Второе удалось вычислить относительно недавно, в 2012 году, при открытии бозона Хиггса в ЦЕРНе. Поле Хиггса очень сильно и может быть либо включено, либо нейтрально, как выключатель.
Вы наверняка чувствовали его, поднося магниты друг к другу. Стоит разнести их, и поле как бы исчезает. Но мы с вами понимаем, что оно просто становится нейтральным.
Так вот, если бы поле Хиггса было включено или выключено, во Вселенной не смогли бы образоваться атомы. Поле включено именно на ту величину, на какую необходимо. Другими словами, наша Вселенная тонко настроена. Очень тонко, вы даже не представляете как.
Может статься, что все теории струн верны и для каждой из них существует своя вселенная. Но мы никогда не сможем узнать об этом. Потому что в них нет даже материи или чего-то понятного нам, как, например, время.
– А первое открытие? – спросил я после паузы.
– Девяносто восьмой год, – сказал Быстрицкий. – Доказано, что Вселенная расширяется с ускорением, и причина тому – темная энергия. Удалось подсчитать силу этой энергии, и оказалось, что она в десять в сто двадцатой степени больше, чем показывают астрономические наблюдения. Это много, Алексей, очень много. Больше всех имеющихся во Вселенной атомов в миллионы миллиардов триллионов раз. Даже физикам не по себе от этого числа.
– А что в нем плохого? – перебил я.
– Это значит, Алексей, что нас здесь нет. Мы с вами, как все галактики и звезды, обязаны немедленно взорваться.
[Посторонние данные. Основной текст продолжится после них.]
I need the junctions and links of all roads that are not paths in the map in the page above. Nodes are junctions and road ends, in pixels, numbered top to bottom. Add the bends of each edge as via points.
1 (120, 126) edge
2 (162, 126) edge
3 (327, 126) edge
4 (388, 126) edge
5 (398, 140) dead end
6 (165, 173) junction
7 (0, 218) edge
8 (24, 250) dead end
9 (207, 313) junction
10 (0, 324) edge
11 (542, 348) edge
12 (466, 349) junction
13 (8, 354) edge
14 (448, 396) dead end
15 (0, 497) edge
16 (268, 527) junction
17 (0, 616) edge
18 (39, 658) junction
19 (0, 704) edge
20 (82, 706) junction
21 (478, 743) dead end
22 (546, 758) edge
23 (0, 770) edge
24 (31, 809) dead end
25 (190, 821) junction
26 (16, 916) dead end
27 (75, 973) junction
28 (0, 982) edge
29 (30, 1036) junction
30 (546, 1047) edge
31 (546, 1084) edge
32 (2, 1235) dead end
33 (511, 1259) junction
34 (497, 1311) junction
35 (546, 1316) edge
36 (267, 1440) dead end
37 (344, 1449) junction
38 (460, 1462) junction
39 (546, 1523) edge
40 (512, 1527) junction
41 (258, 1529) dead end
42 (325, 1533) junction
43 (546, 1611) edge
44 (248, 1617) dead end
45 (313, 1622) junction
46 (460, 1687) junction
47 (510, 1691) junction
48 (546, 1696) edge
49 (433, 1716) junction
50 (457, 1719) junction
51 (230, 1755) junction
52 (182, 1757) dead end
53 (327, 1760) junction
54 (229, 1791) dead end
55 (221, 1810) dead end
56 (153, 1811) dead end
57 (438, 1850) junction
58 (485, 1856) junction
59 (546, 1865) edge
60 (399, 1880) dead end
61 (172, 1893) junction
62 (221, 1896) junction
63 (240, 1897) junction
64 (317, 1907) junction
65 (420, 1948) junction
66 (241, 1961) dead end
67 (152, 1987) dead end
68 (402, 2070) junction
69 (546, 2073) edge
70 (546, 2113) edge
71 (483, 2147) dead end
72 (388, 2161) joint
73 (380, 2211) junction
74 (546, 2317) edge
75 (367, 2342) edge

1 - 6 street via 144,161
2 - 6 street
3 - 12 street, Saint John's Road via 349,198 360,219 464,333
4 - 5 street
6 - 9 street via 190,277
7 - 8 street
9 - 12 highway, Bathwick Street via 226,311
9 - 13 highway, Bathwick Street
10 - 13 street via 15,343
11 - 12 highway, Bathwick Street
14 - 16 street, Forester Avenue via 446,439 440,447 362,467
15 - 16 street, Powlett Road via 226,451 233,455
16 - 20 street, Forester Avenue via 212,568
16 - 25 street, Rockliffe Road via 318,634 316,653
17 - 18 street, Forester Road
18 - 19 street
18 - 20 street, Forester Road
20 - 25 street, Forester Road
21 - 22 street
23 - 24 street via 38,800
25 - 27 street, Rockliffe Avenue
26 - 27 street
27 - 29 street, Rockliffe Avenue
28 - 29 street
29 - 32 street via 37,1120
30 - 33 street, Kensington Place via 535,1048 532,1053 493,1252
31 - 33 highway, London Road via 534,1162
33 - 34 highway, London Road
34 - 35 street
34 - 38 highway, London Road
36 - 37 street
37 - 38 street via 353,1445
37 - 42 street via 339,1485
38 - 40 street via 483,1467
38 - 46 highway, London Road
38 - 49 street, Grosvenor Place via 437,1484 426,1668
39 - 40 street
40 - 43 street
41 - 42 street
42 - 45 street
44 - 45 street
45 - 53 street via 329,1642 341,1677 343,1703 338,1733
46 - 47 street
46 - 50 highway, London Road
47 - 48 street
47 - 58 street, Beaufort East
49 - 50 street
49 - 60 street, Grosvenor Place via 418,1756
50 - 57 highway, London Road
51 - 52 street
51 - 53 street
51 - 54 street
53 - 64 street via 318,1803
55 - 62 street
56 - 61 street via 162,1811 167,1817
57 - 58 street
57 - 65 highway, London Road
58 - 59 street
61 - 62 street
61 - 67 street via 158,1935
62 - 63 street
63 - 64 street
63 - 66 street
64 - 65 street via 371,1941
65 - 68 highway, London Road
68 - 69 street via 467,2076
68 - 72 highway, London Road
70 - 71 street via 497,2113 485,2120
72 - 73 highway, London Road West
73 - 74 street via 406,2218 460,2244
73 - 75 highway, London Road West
Честно говоря, я не разделил пессимизма Быстрицкого, но доцент, может быть невольно, подтолкнул меня к апатии. Состоянию, в котором я провел несколько дней.
Однажды Саша поинтересовалась, что у меня не так. Я рассказал и о семейном приложении, и о разговоре с Аркадием.
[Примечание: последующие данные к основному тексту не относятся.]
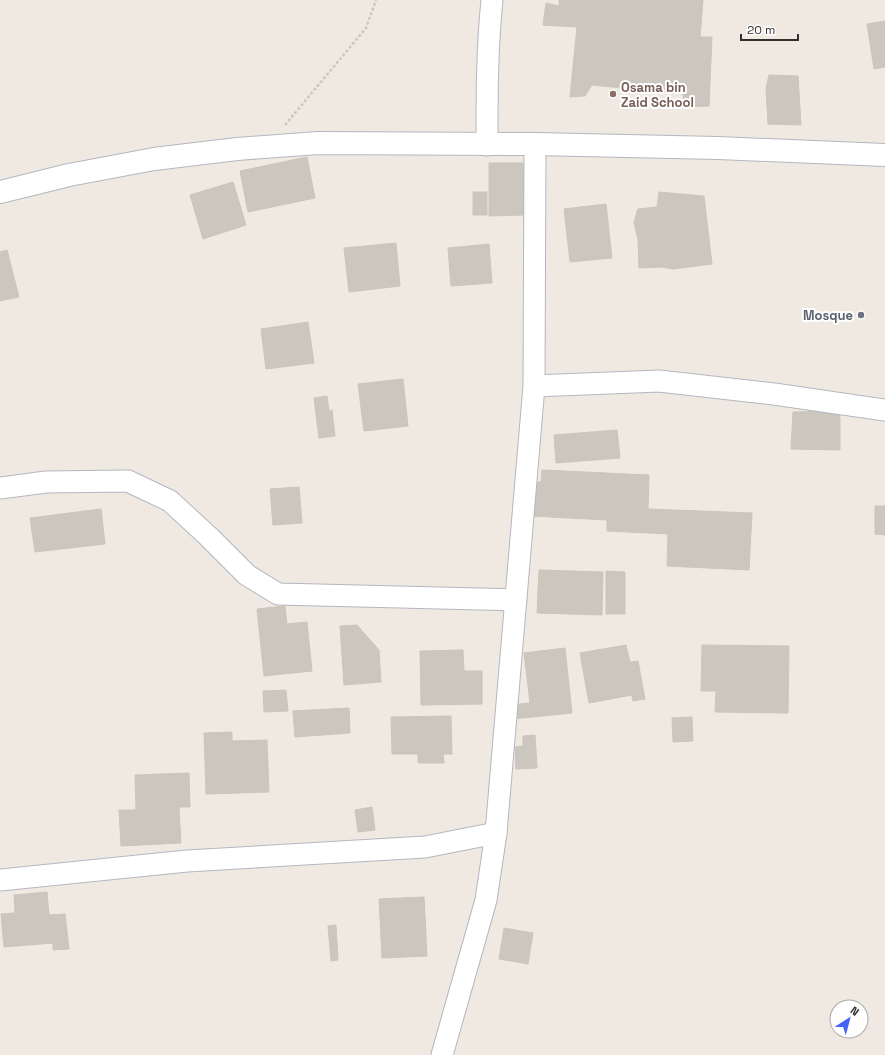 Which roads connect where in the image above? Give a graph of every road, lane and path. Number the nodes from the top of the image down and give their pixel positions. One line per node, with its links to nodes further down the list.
1 (376, 0): 5 (path)
2 (492, 0): 4 (street)
3 (535, 144): 4 (street); 6 (street); 8 (street)
4 (487, 145): 5 (street)
5 (267, 146): 7 (street)
6 (885, 155)
7 (0, 192)
8 (534, 386): 9 (street); 11 (street)
9 (885, 410)
10 (0, 488): 11 (street)
11 (516, 600): 12 (street)
12 (496, 833): 13 (street); 14 (street)
13 (0, 880)
14 (442, 1055) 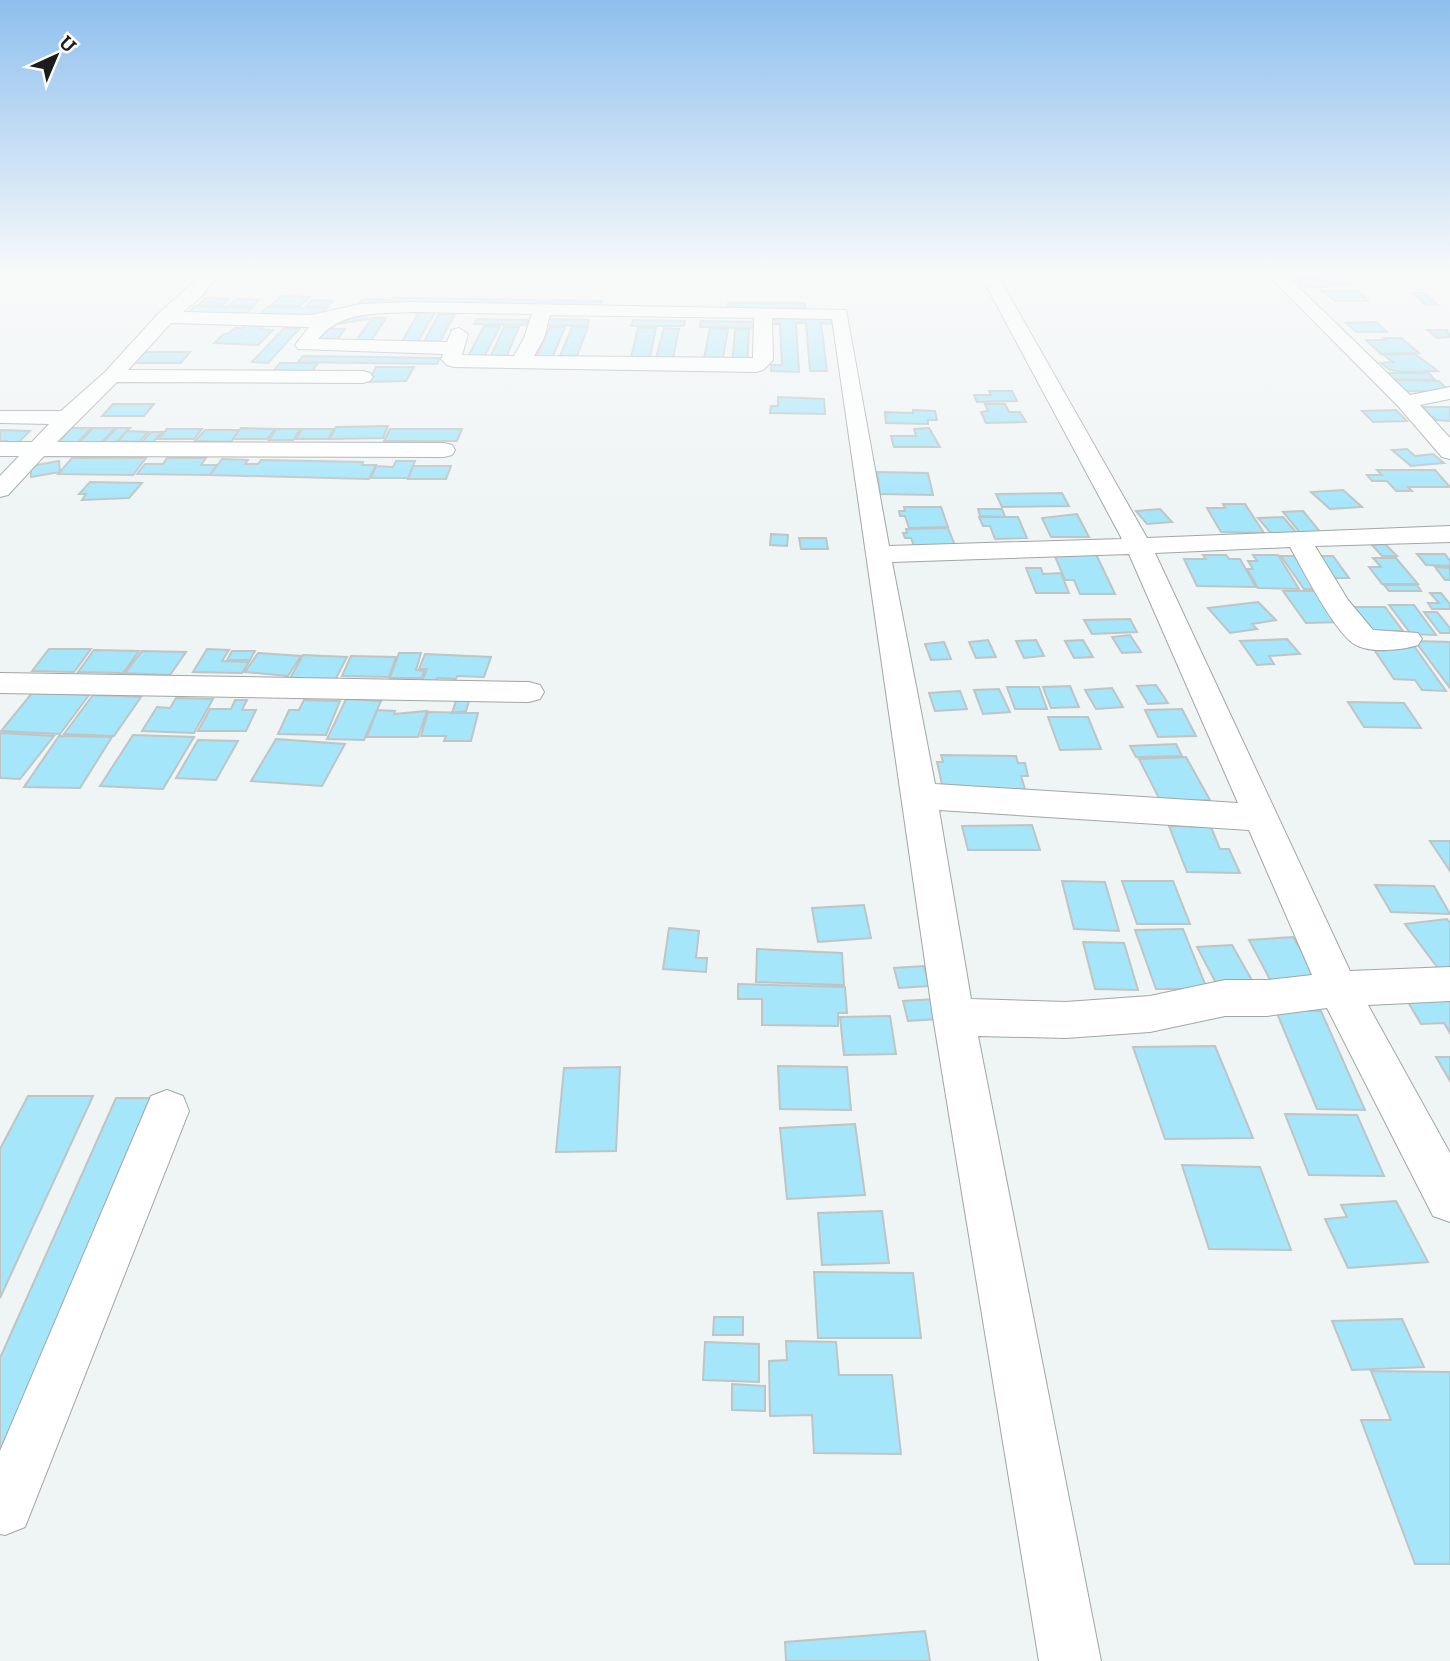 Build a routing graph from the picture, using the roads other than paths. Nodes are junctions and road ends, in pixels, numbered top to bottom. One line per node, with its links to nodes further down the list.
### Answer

Выслушав, девушка спросила:
– А есть подобные приложения в игле?
Я даже выпрямился. Почему эта мысль не возникла у меня?
– Ты уже использовала что-то подобное? – спросил я.
– Вовсе нет, – ответила Саша. – Я пользуюсь приложениями по манипуляции, такими, как воронка продаж, зачем мне создавать гармонию, да и с кем?
– Прости. Но ты более опытный пользователь, может быть слышала.
Саша задумалась. Она сморщила носик и нехотя сказала:
– Посмотри «Жадар», может «Линглроу» подойдет, но все это виджеты для манипуляции и атаки, совсем не предназначенные для семьи.
* * *
Как я уже говорил, человек соответствует своей фамилии. Знал я алкоголика по фамилии Брагин и знайку Умнова, но, когда встретил депутата Баринова, даже присвистнул.